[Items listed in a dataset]
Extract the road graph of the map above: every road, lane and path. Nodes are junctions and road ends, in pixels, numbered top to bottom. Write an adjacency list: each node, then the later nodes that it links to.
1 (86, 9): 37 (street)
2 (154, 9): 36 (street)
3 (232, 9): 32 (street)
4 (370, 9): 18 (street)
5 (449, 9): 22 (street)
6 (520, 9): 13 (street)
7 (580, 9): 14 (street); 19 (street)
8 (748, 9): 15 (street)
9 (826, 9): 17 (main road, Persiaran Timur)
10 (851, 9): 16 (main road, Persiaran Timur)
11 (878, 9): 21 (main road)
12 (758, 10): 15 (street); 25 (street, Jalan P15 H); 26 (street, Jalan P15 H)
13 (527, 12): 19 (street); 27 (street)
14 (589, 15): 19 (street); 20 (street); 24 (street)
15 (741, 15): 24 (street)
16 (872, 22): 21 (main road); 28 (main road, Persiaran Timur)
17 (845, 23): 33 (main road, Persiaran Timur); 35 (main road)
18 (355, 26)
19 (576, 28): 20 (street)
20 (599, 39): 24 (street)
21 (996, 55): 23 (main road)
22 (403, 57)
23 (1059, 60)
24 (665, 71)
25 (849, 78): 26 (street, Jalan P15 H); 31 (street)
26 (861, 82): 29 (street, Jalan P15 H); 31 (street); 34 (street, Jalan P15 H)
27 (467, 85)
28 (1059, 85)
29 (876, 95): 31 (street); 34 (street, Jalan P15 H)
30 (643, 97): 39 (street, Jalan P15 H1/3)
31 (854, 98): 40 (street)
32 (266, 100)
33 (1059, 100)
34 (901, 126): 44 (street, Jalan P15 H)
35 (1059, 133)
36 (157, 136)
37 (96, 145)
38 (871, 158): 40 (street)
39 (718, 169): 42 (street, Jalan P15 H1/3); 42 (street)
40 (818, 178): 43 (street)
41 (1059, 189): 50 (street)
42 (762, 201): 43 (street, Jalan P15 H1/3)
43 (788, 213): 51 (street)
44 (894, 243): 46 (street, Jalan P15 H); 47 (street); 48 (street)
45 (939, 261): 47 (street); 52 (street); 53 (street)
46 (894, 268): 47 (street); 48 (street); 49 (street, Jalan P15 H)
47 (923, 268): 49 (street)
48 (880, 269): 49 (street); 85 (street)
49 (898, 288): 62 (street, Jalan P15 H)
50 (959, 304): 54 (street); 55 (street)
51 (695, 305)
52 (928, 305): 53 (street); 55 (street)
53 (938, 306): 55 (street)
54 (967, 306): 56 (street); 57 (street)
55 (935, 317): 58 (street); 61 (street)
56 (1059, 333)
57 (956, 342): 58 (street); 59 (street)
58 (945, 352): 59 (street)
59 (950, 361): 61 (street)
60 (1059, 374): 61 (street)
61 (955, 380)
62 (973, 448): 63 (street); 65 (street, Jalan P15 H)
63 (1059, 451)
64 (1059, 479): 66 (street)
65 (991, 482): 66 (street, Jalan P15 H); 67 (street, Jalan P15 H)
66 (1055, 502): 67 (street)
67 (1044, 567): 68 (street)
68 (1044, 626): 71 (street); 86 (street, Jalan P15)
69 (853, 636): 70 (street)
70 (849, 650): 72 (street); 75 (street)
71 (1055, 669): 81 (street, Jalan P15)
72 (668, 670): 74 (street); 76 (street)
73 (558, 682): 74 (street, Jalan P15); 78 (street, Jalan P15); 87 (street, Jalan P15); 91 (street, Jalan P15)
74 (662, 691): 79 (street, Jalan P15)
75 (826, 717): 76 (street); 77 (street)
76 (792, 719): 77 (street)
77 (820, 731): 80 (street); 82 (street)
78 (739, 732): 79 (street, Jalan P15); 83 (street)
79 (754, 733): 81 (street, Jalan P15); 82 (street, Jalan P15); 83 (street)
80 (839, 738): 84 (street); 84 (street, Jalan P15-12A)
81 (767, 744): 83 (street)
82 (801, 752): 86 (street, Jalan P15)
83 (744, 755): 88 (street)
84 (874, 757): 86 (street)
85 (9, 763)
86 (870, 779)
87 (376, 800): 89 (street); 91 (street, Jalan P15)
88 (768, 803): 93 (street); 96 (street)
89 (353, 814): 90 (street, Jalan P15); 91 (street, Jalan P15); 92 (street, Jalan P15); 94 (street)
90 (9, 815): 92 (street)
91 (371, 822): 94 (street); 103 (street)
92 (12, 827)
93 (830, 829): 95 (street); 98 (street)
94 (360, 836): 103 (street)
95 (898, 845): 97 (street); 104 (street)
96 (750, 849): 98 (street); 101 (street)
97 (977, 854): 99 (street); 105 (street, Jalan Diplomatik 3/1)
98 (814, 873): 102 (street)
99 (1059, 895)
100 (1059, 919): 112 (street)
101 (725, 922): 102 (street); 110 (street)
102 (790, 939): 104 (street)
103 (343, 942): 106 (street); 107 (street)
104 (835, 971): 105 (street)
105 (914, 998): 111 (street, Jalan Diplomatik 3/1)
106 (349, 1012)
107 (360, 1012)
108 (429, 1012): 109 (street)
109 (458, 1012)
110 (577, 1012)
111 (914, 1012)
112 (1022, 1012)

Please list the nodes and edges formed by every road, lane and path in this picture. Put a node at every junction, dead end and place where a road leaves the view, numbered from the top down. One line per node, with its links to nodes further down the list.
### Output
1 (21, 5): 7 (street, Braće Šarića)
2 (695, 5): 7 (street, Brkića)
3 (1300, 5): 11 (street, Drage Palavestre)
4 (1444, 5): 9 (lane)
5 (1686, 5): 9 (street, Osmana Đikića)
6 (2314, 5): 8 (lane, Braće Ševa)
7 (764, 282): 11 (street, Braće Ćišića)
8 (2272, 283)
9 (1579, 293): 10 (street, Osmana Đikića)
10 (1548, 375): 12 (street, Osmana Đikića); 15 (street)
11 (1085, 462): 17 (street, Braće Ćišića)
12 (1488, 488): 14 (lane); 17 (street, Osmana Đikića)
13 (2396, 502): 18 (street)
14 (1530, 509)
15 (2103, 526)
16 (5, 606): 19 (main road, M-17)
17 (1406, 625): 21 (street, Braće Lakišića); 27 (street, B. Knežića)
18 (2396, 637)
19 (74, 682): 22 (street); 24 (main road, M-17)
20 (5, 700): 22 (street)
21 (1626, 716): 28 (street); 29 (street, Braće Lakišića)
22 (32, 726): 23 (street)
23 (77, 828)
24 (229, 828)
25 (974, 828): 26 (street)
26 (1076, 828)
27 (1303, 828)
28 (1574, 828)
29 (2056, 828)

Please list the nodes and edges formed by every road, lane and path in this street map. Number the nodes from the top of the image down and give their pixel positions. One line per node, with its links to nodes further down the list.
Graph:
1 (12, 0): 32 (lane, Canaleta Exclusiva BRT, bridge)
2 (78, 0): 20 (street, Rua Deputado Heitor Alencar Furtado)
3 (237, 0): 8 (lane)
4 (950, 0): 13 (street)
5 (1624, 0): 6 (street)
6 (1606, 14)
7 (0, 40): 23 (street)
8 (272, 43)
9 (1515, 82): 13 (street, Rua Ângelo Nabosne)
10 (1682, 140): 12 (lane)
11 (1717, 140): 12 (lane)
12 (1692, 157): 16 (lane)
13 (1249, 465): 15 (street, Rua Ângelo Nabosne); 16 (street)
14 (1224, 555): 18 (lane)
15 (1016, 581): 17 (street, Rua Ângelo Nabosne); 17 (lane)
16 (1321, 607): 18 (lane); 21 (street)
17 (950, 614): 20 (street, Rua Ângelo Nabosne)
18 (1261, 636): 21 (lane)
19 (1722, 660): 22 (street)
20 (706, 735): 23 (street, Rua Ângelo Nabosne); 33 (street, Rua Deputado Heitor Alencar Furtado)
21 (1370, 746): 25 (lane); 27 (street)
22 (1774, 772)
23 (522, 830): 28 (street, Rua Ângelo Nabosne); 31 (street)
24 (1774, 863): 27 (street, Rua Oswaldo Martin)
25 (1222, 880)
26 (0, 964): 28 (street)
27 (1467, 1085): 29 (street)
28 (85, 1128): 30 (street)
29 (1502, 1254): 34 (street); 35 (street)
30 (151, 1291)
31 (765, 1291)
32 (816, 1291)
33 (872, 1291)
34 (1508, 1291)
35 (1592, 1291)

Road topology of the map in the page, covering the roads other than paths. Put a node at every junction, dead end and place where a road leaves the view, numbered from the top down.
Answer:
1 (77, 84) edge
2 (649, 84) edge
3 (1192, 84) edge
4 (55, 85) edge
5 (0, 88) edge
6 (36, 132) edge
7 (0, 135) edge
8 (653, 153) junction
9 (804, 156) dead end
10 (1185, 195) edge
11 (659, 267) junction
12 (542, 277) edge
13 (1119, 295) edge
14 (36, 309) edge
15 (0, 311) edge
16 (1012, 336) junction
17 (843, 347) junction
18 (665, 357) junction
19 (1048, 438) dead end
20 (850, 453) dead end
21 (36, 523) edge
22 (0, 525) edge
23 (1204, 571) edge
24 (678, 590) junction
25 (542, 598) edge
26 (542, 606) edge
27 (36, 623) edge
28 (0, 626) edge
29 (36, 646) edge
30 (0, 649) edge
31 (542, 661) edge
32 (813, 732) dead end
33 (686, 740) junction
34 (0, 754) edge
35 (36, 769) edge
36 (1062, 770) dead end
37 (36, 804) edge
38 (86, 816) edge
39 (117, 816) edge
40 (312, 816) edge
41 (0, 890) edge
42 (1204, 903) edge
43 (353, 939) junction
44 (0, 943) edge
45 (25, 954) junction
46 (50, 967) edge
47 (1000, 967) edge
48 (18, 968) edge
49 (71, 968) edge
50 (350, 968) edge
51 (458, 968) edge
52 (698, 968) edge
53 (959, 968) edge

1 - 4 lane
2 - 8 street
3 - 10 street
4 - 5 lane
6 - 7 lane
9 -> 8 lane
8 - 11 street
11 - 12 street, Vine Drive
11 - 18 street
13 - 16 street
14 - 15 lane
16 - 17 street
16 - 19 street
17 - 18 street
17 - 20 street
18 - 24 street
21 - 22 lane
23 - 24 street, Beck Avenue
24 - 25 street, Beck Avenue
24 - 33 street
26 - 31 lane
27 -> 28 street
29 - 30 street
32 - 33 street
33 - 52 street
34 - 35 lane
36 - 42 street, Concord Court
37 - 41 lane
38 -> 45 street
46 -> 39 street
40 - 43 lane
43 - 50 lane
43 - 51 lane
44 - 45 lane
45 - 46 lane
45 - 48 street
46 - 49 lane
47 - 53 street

## Exercise brief
When a line in the records holds the string "Heitor", copy that line.

## Response to the exercise
2 (78, 0): 20 (street, Rua Deputado Heitor Alencar Furtado)
20 (706, 735): 23 (street, Rua Ângelo Nabosne); 33 (street, Rua Deputado Heitor Alencar Furtado)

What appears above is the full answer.